- **Extracted data**:
+===+

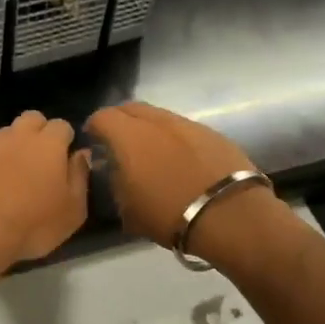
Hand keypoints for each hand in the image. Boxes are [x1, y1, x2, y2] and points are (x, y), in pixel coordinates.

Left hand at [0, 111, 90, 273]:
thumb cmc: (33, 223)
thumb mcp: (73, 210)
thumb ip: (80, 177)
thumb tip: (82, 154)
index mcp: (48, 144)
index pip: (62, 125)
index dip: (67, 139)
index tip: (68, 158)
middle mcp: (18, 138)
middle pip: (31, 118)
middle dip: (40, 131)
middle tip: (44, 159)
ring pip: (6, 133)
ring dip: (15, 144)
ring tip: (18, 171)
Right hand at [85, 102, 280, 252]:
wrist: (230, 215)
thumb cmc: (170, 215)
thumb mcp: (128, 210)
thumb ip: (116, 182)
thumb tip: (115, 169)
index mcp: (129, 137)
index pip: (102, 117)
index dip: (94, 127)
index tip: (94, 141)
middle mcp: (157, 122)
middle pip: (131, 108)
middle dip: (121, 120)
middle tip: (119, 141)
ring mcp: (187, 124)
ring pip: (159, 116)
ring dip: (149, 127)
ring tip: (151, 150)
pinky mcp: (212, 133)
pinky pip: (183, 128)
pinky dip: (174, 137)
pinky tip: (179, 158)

+===+

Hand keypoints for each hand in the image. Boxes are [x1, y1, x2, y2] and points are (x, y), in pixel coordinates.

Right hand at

+===+

- **What you are asked to do**: When the line with "thumb mcp: (128, 210)" is reached in the data above, begin copying, and stop after the line with "pinky tip: (179, 158)"; copy each line exactly, both ends included.

- **Task response**:
thumb mcp: (128, 210)
thumb ip: (116, 182)
thumb tip: (115, 169)
index mcp: (129, 137)
index pip: (102, 117)
index dip: (94, 127)
index tip: (94, 141)
middle mcp: (157, 122)
middle pip: (131, 108)
middle dip: (121, 120)
middle tip: (119, 141)
ring mcp: (187, 124)
ring pip: (159, 116)
ring dip: (149, 127)
ring tip: (151, 150)
pinky mcp: (212, 133)
pinky pip: (183, 128)
pinky dip: (174, 137)
pinky tip: (179, 158)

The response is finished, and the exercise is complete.